The Look of Silence
Directed by Joshua Oppenheimer | 103 min.
As the credits roll, you’ll notice Oppenheimer has plenty of help from anonymous technicians, people on the ground in Indonesia whose lives may be in danger if the government finds out who they are. And so it was with his 2013 film, The Act Of Killing. Interesting that the powers that be still let him back into the country, even though his films poke at the past most of the ruling party would rather not discuss.
This one’s a lot less of a shock to the system than his previous doc, which is to be expected of any sequel. But it works exceptionally well as an accompaniment, as Oppenheimer revisits the material, the perpetrators and survivors of the military coup in 1965 where a million people were executed. This time, instead of interviewing the elder authority himself, he focuses on the brother of a man who was killed during the coup.

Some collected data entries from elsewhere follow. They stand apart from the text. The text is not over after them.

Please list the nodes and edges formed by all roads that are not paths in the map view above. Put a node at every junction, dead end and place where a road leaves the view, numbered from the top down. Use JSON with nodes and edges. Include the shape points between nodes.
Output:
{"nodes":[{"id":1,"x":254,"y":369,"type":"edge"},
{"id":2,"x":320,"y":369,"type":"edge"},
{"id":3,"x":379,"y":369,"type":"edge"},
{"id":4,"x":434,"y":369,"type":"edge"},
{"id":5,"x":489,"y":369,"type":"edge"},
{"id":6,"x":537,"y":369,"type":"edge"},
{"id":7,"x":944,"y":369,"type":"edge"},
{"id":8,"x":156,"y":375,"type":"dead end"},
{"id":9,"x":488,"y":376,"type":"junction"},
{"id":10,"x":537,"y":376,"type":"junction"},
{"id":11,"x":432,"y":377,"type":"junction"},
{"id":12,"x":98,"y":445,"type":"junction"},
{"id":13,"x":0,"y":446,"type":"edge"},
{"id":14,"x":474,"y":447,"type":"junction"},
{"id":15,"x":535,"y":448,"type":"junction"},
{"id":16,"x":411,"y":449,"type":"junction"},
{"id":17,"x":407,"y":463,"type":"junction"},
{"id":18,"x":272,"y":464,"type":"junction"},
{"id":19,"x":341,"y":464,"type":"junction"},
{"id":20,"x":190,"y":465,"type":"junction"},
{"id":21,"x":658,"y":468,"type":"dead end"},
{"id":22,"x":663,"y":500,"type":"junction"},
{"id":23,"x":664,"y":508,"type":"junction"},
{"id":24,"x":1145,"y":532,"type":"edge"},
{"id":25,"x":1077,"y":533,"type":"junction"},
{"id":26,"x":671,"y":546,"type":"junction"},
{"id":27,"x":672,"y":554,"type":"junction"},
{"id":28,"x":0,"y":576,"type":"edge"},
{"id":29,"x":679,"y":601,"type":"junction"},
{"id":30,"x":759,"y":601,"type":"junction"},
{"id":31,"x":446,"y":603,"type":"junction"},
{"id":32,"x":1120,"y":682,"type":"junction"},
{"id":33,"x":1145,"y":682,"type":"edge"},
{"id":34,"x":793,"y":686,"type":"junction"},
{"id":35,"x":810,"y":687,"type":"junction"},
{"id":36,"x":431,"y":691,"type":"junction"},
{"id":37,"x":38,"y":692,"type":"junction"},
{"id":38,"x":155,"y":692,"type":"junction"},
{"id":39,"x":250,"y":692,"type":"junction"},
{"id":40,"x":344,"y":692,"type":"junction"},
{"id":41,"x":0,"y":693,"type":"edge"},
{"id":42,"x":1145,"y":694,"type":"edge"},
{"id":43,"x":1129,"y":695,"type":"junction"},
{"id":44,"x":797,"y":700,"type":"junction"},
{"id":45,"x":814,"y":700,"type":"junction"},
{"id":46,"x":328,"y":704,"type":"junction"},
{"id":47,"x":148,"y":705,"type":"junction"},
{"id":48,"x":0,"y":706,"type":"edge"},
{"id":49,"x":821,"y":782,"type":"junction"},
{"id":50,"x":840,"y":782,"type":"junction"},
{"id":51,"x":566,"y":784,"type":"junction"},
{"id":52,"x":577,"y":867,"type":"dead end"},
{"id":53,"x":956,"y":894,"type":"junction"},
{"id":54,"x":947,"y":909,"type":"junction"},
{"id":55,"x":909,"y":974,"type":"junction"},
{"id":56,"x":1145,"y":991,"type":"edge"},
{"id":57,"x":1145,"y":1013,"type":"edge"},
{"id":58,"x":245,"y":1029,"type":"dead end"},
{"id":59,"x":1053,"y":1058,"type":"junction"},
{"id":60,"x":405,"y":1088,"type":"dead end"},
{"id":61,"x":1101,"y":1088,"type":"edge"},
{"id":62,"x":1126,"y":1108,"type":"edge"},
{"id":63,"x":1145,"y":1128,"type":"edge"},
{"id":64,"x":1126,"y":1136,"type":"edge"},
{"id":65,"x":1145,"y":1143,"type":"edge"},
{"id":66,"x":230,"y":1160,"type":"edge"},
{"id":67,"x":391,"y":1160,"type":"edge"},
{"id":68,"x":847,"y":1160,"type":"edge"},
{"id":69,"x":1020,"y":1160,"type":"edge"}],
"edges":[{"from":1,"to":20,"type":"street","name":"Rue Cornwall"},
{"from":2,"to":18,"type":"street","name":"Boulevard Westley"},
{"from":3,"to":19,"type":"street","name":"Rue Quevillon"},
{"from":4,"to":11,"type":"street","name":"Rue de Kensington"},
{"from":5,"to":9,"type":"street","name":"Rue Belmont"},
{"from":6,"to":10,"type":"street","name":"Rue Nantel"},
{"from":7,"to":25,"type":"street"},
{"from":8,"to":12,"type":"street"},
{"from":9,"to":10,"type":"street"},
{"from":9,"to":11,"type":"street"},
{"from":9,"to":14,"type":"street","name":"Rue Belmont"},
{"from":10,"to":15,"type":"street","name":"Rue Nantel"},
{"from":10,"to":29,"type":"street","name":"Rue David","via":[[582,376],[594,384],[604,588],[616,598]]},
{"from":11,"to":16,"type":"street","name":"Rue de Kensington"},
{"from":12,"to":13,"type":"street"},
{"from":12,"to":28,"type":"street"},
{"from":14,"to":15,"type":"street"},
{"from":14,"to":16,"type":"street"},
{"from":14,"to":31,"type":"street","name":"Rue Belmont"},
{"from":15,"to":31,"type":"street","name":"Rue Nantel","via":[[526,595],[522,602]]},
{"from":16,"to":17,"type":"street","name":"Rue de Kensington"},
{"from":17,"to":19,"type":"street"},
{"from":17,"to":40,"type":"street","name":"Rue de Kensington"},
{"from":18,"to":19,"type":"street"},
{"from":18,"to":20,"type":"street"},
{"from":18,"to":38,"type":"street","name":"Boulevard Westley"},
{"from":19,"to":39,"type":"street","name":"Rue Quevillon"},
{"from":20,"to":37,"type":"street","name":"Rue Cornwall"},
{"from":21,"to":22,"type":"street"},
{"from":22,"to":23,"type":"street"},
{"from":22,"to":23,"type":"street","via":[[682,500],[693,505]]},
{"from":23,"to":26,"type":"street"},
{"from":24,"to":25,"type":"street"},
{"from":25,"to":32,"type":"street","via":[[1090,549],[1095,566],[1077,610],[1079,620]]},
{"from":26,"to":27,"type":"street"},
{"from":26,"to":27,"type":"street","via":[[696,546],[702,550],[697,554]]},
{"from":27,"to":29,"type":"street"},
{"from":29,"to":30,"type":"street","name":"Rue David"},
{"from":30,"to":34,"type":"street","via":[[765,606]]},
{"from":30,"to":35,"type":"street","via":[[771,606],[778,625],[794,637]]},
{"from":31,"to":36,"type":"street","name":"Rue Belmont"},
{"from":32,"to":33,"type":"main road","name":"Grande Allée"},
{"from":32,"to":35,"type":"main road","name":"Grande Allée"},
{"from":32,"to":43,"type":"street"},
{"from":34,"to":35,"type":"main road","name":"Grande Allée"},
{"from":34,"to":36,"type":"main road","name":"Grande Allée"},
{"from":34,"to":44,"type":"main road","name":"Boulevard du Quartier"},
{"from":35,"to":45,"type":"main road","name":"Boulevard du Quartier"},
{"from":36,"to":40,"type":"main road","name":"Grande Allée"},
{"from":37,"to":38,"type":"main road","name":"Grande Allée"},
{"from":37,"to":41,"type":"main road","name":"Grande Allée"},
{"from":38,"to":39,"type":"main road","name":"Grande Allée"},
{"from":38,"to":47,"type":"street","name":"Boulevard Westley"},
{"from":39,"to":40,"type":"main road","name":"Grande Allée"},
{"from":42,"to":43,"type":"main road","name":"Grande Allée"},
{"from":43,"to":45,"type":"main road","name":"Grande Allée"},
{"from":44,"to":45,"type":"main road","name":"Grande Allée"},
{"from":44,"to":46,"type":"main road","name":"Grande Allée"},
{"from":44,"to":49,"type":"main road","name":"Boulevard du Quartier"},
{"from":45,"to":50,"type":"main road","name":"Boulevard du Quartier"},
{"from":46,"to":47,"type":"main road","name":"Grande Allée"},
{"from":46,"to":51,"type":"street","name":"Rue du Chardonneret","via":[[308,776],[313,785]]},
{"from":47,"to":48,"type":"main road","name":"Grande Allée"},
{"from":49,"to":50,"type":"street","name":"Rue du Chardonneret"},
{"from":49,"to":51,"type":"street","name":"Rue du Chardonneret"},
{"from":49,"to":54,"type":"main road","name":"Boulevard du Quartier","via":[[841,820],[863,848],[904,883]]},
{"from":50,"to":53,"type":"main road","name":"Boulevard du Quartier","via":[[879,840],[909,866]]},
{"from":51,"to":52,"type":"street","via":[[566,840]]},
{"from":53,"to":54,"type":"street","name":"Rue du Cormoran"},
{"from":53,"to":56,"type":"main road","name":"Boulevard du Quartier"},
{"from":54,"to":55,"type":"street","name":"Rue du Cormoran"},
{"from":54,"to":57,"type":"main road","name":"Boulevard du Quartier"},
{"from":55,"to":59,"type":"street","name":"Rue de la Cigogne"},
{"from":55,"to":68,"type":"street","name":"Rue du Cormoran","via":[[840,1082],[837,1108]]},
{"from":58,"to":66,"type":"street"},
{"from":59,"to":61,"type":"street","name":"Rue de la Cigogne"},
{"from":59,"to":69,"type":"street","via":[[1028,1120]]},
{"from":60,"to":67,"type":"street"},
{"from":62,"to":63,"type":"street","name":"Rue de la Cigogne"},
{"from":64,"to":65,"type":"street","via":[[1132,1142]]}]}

Adi (no surname provided) is a travelling optician. While helping these men with their vision he quizzes them about what they did back in the day. Much of that is beyond horrific. Almost no one is willing to take responsibility for their actions while Adi stares them down. This isn’t about revenge, it’s about truth, and maybe absolution. We don’t find much of either.
We also spend a great deal of time with Adi’s aging parents. His mother is a firecracker, with plenty of opinions about life, but I didn’t entirely understand why the focus on his father—blind, nearly deaf, and regularly confused. It felt a little exploitative, though his poverty and lack of medical care provides a powerful contrast to the comfortable life of those who drank the blood (both figuratively and, in some cases, literally) of their fellow citizens. It’s all quietly brutal.
Labyrinth of Lies
Directed by Giulio Ricciarelli | Written by Ricciarelli, Elisabeth Bartel, and Amelie Syberberg | 124 min.
This year’s German entry to the Best Foreign Language film at the Academy Awards has a lot of what the people who give out the little golden statuettes look for: Serious, historically relevant material and a story well-told with big emotional cues and strident plotting. It’s a solid, if predictable, docudrama.
Alexander Fehling is Johann Radmann, a straight-edge public prosecutor in Frankfurt in the mid-1950s. Ambitious and incorruptible—and a fictional composite, incidentally—he takes on the huge issue that no one wants to talk about: war criminals, specifically those 8000 SS officers who worked at Auschwitz who are living comfortably around the country. He gets some blowback from the powers that be, but he and a crusading journalist won’t leave it alone, setting in motion a pacey procedural into the dark heart of the nation.
Radman is written as a cartoonish boy scout in the first act—which nicely sets up his getting a little scuffed up down the road—but the story around him is far too neat, the drama stagey and stiff. It loosens up later on as Radman starts to understand the country’s collective sin touches everyone, including members of his own family.
Anyone looking for the kind of chilly depth we saw in, say, German Oscar winner The Lives Of Others, won’t find their expectations met here, but as an entertaining look at a lesser-known bit of post-war history, it has some rewards.